I also slept far better, which is easy to explain; alcohol suppresses the body's production of glutamine, one of its natural stimulants, so when you head home after a night out, production is revved up again, resulting in shallow, fitful sleep. Cut out the booze and sleep becomes deeper, better and far more restful. Last January I slept like a baby again.

Aside from promoting the financial and health benefits of their campaigns, Alcohol Concern and Cancer Research UK are trying to raise awareness about the danger of alcohol dependency. "We want people to realise that they can go to the pub without an alcoholic drink and that their social life won't fall apart as a result," Robinson says. My experience showed I was able to give up booze for a month, but does staying off booze for one sustained period a year really change habits?

"Medically, the most important benefit of giving up alcohol for a month is proving to yourself that you can stop drinking on demand," Professor Gilmore says. "And if you can't stop drinking then you have to seriously ask yourself if you are in danger of joining the country's 1.5 million dependent drinkers.

"While I'm backing dry January campaigns because they concentrate the mind and show people what is possible, drinkers still need to think about their consumption all year around.

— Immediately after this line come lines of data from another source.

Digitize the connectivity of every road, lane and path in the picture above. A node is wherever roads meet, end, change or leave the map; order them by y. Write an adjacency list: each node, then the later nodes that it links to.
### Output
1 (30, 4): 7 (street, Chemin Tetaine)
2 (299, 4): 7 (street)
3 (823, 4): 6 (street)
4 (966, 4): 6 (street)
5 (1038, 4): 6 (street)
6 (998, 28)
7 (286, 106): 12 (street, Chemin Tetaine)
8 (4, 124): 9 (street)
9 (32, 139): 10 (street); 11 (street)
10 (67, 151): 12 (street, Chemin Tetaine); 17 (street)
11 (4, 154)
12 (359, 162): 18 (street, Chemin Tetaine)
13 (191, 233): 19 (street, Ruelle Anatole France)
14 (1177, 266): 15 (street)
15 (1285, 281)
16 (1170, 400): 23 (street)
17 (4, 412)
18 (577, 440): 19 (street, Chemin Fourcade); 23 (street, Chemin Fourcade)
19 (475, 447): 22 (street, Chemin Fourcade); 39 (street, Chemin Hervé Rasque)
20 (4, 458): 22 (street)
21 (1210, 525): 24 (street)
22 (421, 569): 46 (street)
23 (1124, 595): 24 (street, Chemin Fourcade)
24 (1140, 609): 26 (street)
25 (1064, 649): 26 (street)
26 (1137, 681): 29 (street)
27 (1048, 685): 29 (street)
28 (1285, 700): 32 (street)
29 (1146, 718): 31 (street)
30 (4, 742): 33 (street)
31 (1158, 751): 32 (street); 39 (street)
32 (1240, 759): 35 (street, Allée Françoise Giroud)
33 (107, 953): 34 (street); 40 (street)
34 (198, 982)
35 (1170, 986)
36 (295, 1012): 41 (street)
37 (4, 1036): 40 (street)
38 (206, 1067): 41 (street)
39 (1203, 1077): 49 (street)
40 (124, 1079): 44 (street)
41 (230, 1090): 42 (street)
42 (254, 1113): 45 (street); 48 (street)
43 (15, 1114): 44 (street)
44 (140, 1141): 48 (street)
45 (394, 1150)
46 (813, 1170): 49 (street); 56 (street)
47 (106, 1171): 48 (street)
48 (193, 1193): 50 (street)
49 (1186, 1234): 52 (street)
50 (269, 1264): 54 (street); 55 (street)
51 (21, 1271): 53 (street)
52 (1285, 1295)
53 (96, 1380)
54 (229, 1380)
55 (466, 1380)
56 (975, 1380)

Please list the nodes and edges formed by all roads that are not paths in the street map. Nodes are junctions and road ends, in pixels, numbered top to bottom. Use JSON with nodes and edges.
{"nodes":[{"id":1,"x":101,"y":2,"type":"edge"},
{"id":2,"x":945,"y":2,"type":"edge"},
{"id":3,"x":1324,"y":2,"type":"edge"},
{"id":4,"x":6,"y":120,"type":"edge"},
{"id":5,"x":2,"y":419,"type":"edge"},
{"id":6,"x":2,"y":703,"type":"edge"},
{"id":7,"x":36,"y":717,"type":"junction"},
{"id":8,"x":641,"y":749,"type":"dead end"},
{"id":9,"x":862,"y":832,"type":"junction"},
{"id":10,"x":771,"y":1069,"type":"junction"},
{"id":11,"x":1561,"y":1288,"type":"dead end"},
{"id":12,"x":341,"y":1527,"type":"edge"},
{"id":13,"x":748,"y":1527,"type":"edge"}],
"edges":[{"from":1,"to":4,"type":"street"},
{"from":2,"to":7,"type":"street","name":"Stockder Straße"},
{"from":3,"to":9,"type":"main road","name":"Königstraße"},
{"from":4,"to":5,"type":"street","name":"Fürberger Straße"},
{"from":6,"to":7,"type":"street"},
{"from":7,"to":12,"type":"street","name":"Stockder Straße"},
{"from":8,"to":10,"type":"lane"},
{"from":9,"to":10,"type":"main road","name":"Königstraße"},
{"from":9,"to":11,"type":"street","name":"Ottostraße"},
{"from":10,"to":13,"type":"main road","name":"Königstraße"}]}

And if you were to give me the choice between somebody giving up drinking for January but drinking every day for the rest of the year and someone avoiding alcohol two or three nights a week all year, I'd probably prefer the latter."

Andrew Langford, the chief executive of the British Liver Trust, agrees: "Anything that gets you thinking about your drinking pattern is a good thing, but our advice isn't so much about abstaining for a month but changing your drinking habits permanently. And I'm not overly impressed with the Cancer Research UK campaign, for example, because it doesn't have much to say about what do after January."

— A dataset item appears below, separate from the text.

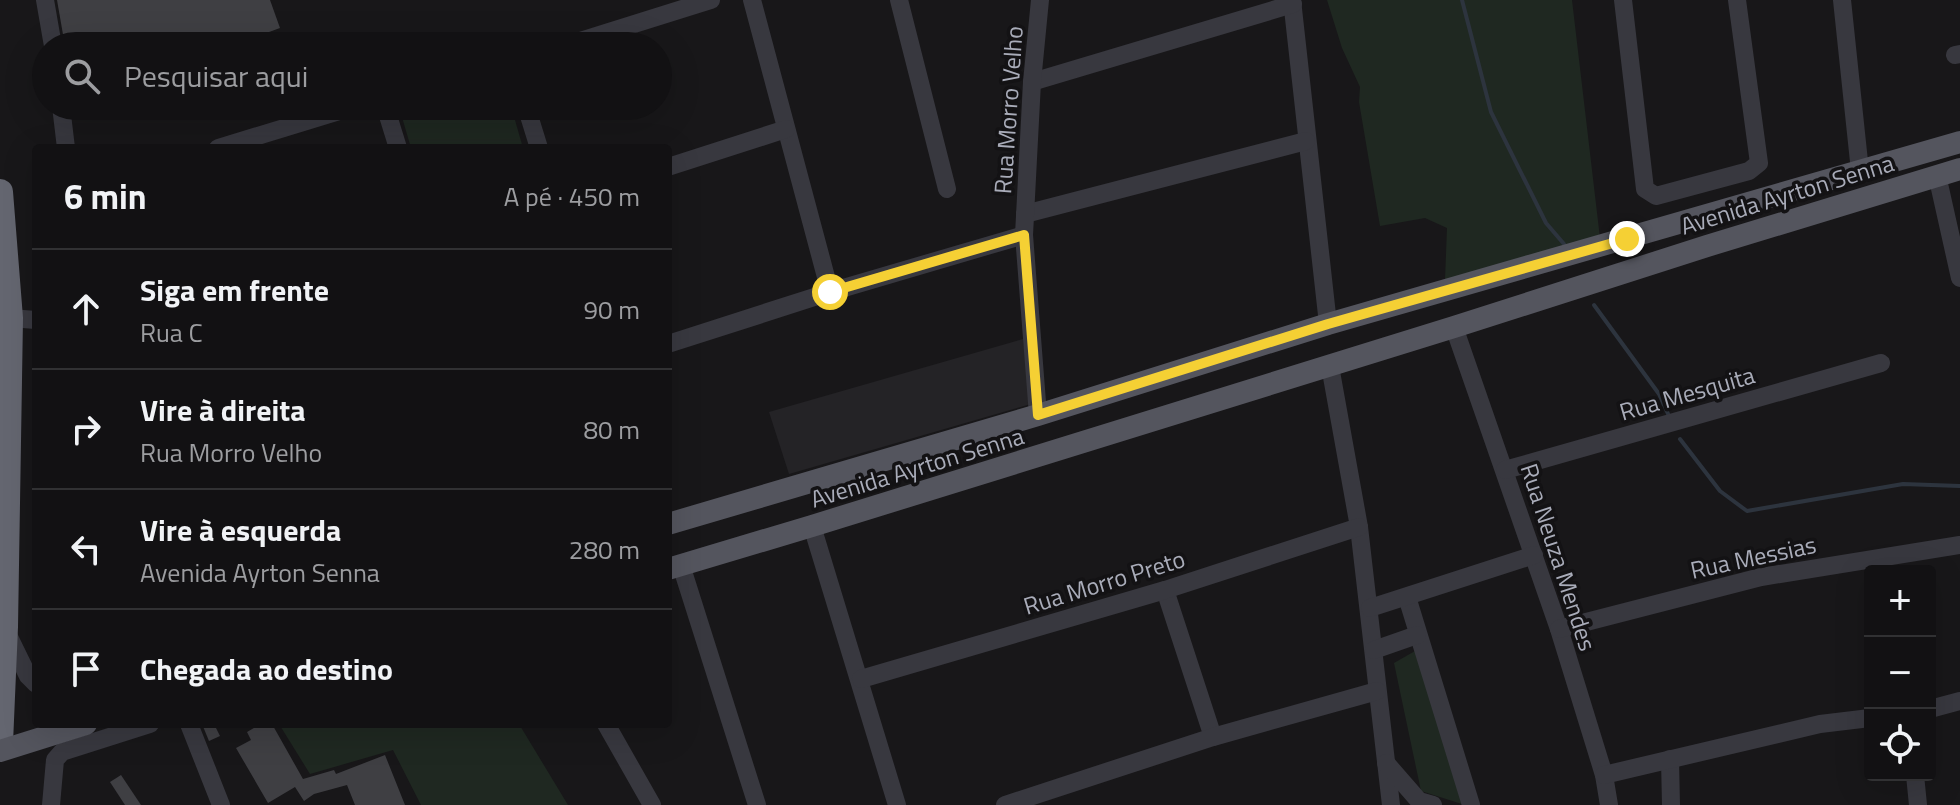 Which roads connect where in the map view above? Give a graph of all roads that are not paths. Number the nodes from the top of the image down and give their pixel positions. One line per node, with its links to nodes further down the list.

Langford and Gilmore's reservations strike a chord with me. I found that after staying dry for January my drinking soon returned to its previous levels, because like many people my problem is not drinking vast quantities every Friday and Saturday night, but the regular drip feed every night of the week.

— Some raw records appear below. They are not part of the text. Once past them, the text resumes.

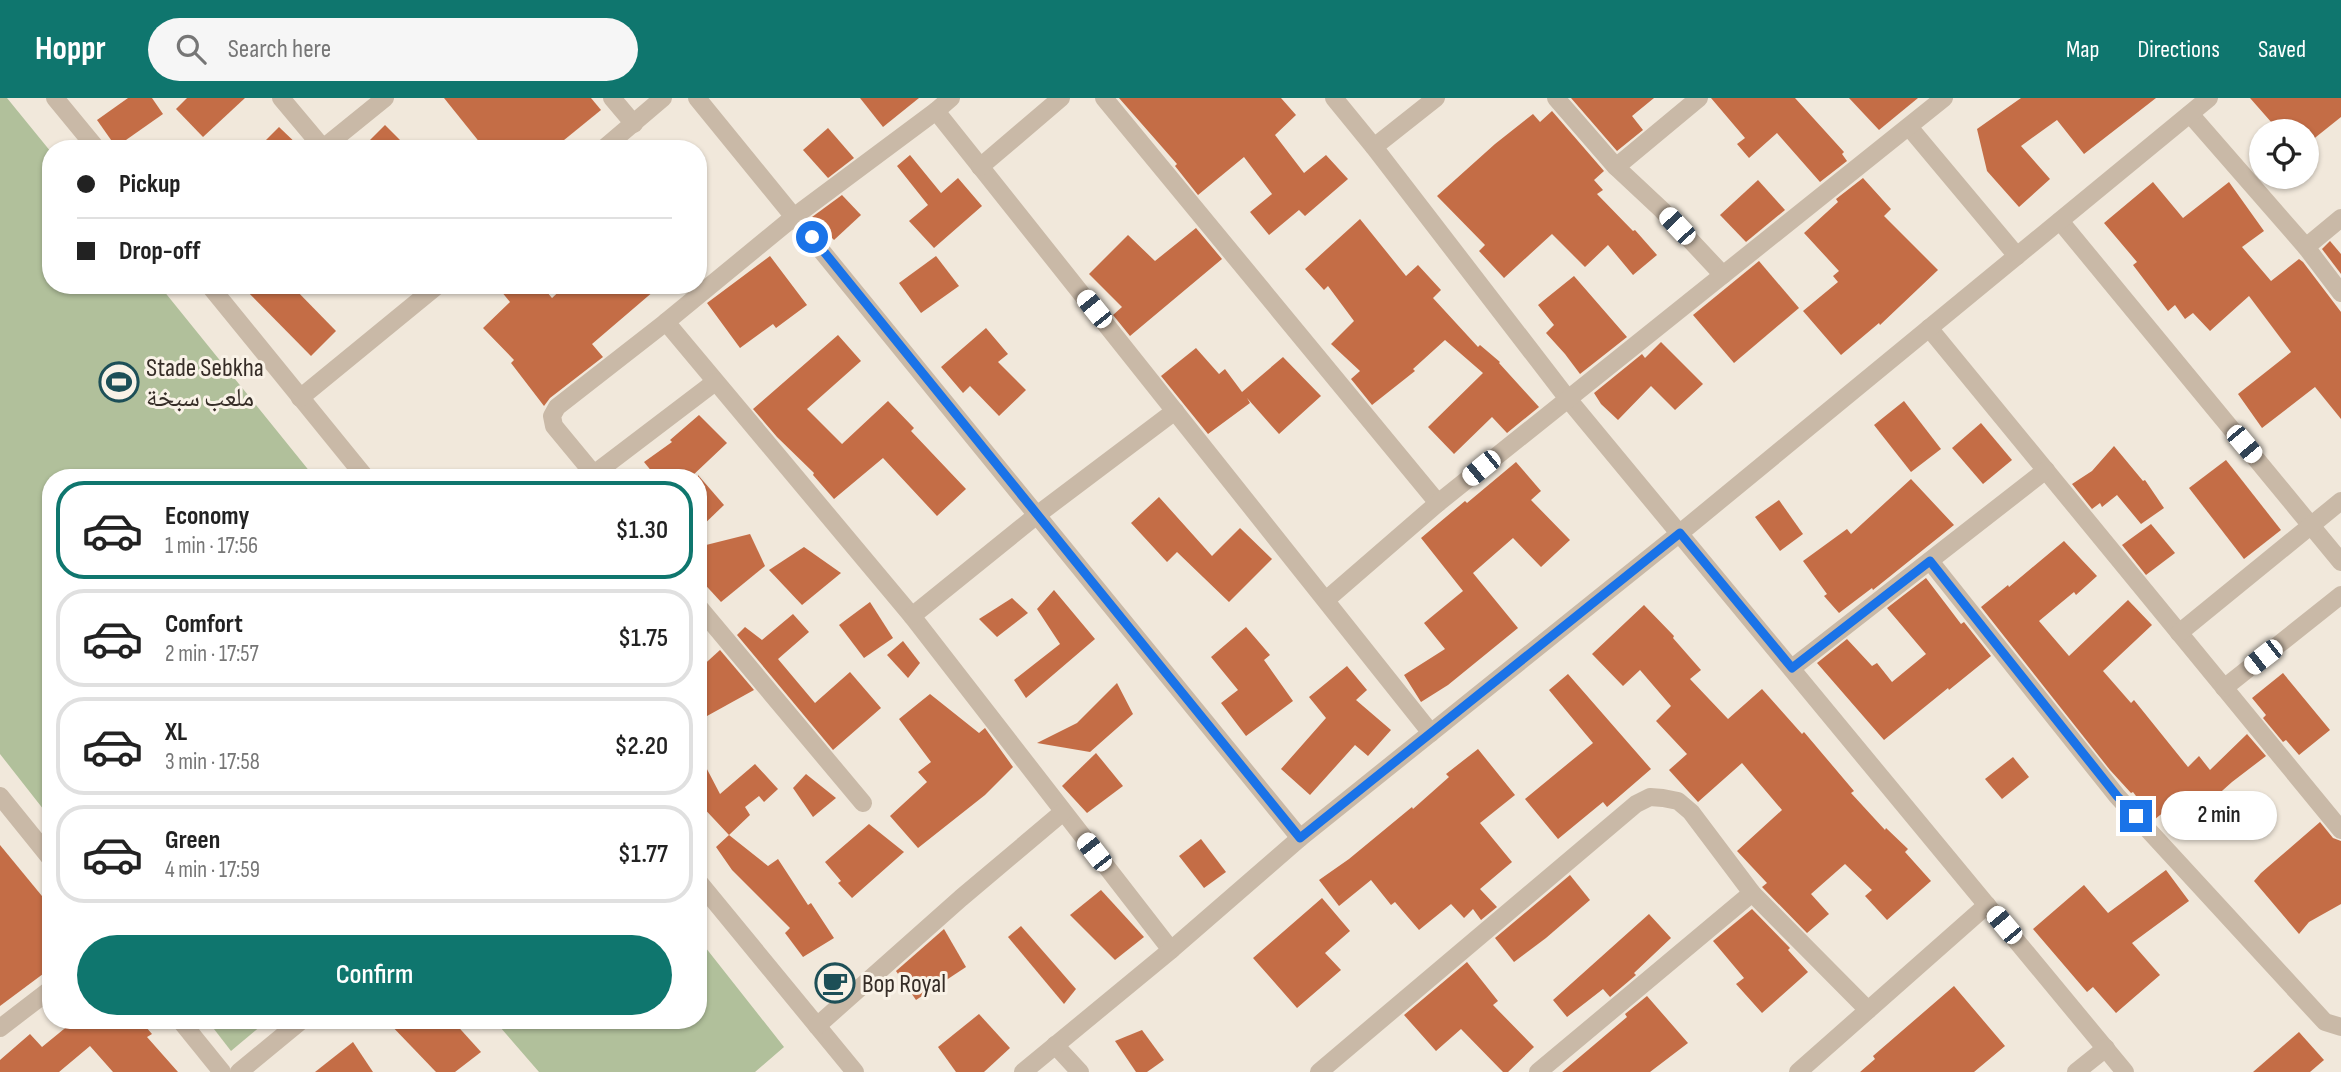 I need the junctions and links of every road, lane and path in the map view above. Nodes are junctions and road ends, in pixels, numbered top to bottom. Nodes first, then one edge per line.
1 (55, 98) edge
2 (281, 98) edge
3 (612, 98) edge
4 (663, 98) edge
5 (697, 98) edge
6 (951, 98) edge
7 (1061, 98) edge
8 (1104, 98) edge
9 (1334, 98) edge
10 (1436, 98) edge
11 (1556, 98) edge
12 (1699, 98) edge
13 (1944, 98) edge
14 (2209, 98) edge
15 (372, 102) edge
16 (936, 111) junction
17 (2190, 114) junction
18 (634, 124) junction
19 (1909, 127) junction
20 (90, 140) edge
21 (315, 140) edge
22 (331, 140) edge
23 (614, 140) edge
24 (1374, 147) junction
25 (980, 167) junction
26 (1616, 167) junction
27 (794, 216) junction
28 (2341, 218) edge
29 (2060, 221) junction
30 (2306, 247) junction
31 (2017, 256) junction
32 (1723, 275) junction
33 (707, 288) edge
34 (2341, 293) edge
35 (216, 294) edge
36 (427, 294) edge
37 (700, 294) edge
38 (666, 322) junction
39 (1929, 328) junction
40 (715, 382) junction
41 (300, 398) junction
42 (1568, 399) junction
43 (1175, 411) junction
44 (359, 469) edge
45 (589, 469) edge
46 (604, 469) edge
47 (2046, 470) junction
48 (2341, 501) edge
49 (1438, 503) junction
50 (1037, 515) junction
51 (2311, 526) junction
52 (1680, 533) junction
53 (1930, 561) junction
54 (2341, 562) edge
55 (2341, 595) edge
56 (1326, 600) junction
57 (912, 616) junction
58 (707, 617) edge
59 (2179, 633) junction
60 (1792, 668) junction
61 (2224, 688) junction
62 (1431, 733) junction
63 (0, 796) edge
64 (863, 803) dead end
65 (1063, 813) junction
66 (2341, 830) edge
67 (1300, 838) junction
68 (42, 848) edge
69 (707, 892) edge
70 (1752, 892) junction
71 (1987, 905) junction
72 (1171, 950) junction
73 (42, 996) edge
74 (1868, 1010) junction
75 (817, 1026) junction
76 (2341, 1027) edge
77 (0, 1028) edge
78 (187, 1029) edge
79 (291, 1029) edge
80 (1055, 1045) junction
81 (2106, 1048) junction
82 (222, 1072) edge
83 (239, 1072) edge
84 (855, 1072) edge
85 (1023, 1072) edge
86 (1080, 1072) edge
87 (1319, 1072) edge
88 (1538, 1072) edge
89 (1797, 1072) edge
90 (2076, 1072) edge
91 (2125, 1072) edge

1 - 20 street
2 - 21 street
3 - 18 street
4 - 18 street
5 - 27 street
6 - 16 street
7 - 25 street
8 - 49 street
9 - 24 street
10 - 24 street
11 - 26 street
12 - 26 street
13 - 19 street
14 - 17 street
15 - 22 street
16 - 25 street
16 - 27 street
17 - 29 street
17 - 30 street
18 - 23 street
19 - 31 street
19 - 32 street
24 - 42 street
25 - 43 street
26 - 32 street
27 - 33 street
27 - 50 street
28 - 30 street
29 - 31 street
29 - 51 street
30 - 34 street
31 - 39 street
32 - 42 street
35 - 41 street
36 - 41 street
37 - 38 street
38 - 40 street
38 - 45 street
39 - 47 street
39 - 52 street
40 - 46 street
40 - 57 street
41 - 44 street
42 - 49 street
42 - 52 street
43 - 50 street
43 - 56 street
47 - 53 street
47 - 59 street
48 - 51 street
49 - 56 street
50 - 57 street
50 - 67 street
51 - 54 street
51 - 59 street
52 - 60 street
52 - 62 street
53 - 60 street
53 - 76 street
55 - 61 street
56 - 62 street
57 - 65 street
58 - 64 street
59 - 61 street
60 - 71 street
61 - 66 street
62 - 67 street
63 - 68 street
65 - 72 street
65 - 75 street
67 - 72 street
69 - 75 street
70 - 74 street
70 - 87 street
70 - 88 street
71 - 74 street
71 - 81 street
72 - 80 street
73 - 77 street
74 - 89 street
75 - 84 street
78 - 82 street
79 - 83 street
80 - 85 street
80 - 86 street
81 - 90 street
81 - 91 street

"If you are drinking most nights of the week then it almost doesn't matter how much you are drinking as it is already dangerous because you are not giving your liver the chance to recover it needs," Langford says.

"For many people that daily glass of wine can be as much as half a bottle. For women that's already exceeding their daily allowance and it's this regular drinking that's creating a hidden epidemic of alcohol-related liver disease from regular drinkers. It's approaching our doorstep now and only a really big cultural change will alter that."

A cultural change is exactly what I and many other social drinkers need, but how do we achieve it? I certainly wouldn't criticise anyone aiming to stay dry for the next month but our relationship with alcohol is far more complex than just staying sober for 31 days. And as Professor Gilmore points out, "there isn't any evidence that a block of time off is better or worse than a moderate approach to drinking all year. My advice remains that drink in moderation and avoid alcohol entirely two or three nights a week".

The truth, though, is that deep down most social drinkers know when they are drinking too much and it's those people that Dry January and Dryathlon are aimed at. I'll be going dry again this month and hoping I can translate that into a more sensible relationship with alcohol for all of 2013. Why don't you join me?